According to embodiments of the invention, SWNTs are dispersed in a surfactant solution via shear mixing, ultrasonication, or a combination thereof In some embodiments, the surfactant in the solution used for dispersion is capable of wrapping, encapsulating, or otherwise isolating the nanotubes into individual nanotubes.
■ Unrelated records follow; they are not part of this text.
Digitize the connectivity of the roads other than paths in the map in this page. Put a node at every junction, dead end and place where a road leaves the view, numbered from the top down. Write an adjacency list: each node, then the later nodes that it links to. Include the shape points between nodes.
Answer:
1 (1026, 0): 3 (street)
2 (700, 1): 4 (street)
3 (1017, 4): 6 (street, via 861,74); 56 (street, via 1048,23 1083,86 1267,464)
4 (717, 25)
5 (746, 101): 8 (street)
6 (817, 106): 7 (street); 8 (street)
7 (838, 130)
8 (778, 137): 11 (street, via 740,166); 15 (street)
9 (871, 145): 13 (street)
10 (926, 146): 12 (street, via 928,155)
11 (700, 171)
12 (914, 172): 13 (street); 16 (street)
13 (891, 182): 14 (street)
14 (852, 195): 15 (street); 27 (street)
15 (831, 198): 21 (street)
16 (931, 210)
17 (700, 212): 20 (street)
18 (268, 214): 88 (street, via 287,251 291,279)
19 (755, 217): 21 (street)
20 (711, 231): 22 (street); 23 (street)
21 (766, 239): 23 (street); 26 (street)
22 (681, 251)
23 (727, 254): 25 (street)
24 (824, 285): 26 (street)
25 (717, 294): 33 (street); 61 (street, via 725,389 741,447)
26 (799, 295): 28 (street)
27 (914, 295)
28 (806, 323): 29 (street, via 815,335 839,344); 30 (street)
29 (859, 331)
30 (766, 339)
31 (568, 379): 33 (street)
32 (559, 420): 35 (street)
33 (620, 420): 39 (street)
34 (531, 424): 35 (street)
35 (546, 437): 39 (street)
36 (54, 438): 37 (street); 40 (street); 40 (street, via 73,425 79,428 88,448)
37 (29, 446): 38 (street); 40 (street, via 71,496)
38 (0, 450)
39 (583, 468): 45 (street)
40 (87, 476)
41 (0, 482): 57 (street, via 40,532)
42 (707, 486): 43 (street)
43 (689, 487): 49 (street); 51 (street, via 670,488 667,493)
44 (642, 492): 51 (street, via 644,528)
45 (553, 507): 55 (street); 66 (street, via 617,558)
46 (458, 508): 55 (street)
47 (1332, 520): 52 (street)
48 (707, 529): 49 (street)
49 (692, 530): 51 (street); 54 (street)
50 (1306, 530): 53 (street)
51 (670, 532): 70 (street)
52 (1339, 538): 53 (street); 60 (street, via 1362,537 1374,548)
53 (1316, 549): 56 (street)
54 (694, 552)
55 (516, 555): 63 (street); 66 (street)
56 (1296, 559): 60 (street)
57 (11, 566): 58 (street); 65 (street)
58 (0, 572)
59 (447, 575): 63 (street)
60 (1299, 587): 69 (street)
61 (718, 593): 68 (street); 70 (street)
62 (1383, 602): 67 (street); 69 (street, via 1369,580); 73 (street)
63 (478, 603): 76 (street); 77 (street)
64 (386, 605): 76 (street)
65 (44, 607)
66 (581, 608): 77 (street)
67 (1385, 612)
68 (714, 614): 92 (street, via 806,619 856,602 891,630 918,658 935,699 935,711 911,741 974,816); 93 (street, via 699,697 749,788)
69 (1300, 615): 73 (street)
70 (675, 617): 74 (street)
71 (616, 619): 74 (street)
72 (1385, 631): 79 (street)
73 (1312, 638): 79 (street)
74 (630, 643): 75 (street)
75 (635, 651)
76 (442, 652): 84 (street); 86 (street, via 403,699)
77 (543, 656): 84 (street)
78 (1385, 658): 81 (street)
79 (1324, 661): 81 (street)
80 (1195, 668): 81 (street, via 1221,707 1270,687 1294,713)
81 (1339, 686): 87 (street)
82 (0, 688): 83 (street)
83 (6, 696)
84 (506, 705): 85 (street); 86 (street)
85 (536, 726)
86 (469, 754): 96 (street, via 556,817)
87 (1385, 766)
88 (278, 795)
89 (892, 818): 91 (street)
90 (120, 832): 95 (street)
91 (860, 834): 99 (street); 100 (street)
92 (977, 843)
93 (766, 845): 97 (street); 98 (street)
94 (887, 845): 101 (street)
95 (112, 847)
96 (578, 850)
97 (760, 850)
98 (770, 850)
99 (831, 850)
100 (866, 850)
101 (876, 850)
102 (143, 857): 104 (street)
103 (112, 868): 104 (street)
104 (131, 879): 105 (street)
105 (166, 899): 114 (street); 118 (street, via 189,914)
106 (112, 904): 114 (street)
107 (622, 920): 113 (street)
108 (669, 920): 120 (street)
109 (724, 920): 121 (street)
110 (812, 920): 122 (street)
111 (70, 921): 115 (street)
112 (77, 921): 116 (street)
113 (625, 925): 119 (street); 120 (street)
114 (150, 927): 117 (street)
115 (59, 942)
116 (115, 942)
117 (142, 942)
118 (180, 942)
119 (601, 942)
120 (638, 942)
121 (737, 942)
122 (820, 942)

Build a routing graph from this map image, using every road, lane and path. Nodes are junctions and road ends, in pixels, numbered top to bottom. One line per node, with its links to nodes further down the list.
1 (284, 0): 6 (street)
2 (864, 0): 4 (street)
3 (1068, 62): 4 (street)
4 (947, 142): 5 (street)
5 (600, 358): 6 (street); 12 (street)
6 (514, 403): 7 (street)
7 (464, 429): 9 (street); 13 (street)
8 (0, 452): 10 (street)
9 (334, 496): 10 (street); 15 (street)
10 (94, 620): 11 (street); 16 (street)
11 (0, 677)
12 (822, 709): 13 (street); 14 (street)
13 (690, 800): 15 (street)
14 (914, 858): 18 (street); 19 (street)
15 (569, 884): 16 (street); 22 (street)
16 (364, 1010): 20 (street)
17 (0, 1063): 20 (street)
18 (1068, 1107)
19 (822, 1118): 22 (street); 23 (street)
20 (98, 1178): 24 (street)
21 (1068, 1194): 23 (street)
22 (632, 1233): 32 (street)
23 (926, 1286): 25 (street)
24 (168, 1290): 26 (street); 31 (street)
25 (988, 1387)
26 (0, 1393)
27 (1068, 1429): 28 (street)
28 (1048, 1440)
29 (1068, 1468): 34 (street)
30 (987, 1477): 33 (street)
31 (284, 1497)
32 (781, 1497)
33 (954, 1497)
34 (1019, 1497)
In some embodiments, the surfactants for separating nanotube bundles from individual nanotubes can be ionic surfactants. Ionic surfactants can be anionic or cationic. Examples of anionic surfactants include, but are not limited to SARKOSYL® NL surfactants (SARKOSYL® is a registered trademark of Ciba-Geigy UK, Limited; other nomenclature for SARKOSYL NL surfactants include N-lauroylsarcosine sodium salt, N-dodecanoyl-N-methylglycine sodium salt and sodium N-dodecanoyl-N-methylglycinate), polystyrene sulfonate (PSS), sodium dodecyl sulfate (SDS), sodium dodecyl sulfonate (SDSA), sodium dodecylbenzenesulfonate (SDBS), sodium alkyl allyl sulfosuccinate (TREM) and combinations thereof. Examples of cationic surfactants that can be used, include, but are not limited to, dodecyltrimethylammonium bromide (DTAB), cetyltrimethylammonium bromide (CTAB), cetyltrimethylammonium chloride (CTAC) and combinations thereof.
Examples of nonionic surfactants that can be used to disperse nanotubes in a solvent include, but are not limited to, SARKOSYL® L surfactants (also known as N-lauroylsarcosine or N-dodecanoyl-N-methylglycine), BRIJ® surfactants (BRIJ® is a registered trademark of ICI Americas, Inc.; examples of BRIJ surfactants are polyethylene glycol dodecyl ether, polyethylene glycol lauryl ether, polyethylene glycol hexadecyl ether, polyethylene glycol stearyl ether, and polyethylene glycol oleyl ether), PLURONIC® surfactants (PLURONIC® is a registered trademark of BASF Corporation; PLURONIC surfactants are block copolymers of polyethylene and polypropylene glycol), TRITON®-X surfactants (TRITON® is a registered trademark formerly owned by Rohm and Haas Co., and now owned by Union Carbide; examples of TRITON-X surfactants include, but are not limited to, alkylaryl polyethether alcohols, ethoxylated propoxylated C8-C10 alcohols, t-octylphenoxypolyethoxyethanol, polyethylene glycol tert-octylphenyl ether, and polyoxyethylene isooctylcyclohexyl ether), TWEEN® surfactants (TWEEN® is a registered trademark of ICI Americas, Inc; TWEEN surfactants include, but are not limited to, polyethylene glycol sorbitan monolaurate (also known as polyoxyethylenesorbitan monolaurate), polyoxyethylene monostearate, polyoxyethylenesorbitan tristearate, polyoxyethylenesorbitan monooleate, polyoxyethylenesorbitan trioleate, and polyoxyethylenesorbitan monopalmitate), polyvinylpyrrolidone (PVP) and combinations thereof.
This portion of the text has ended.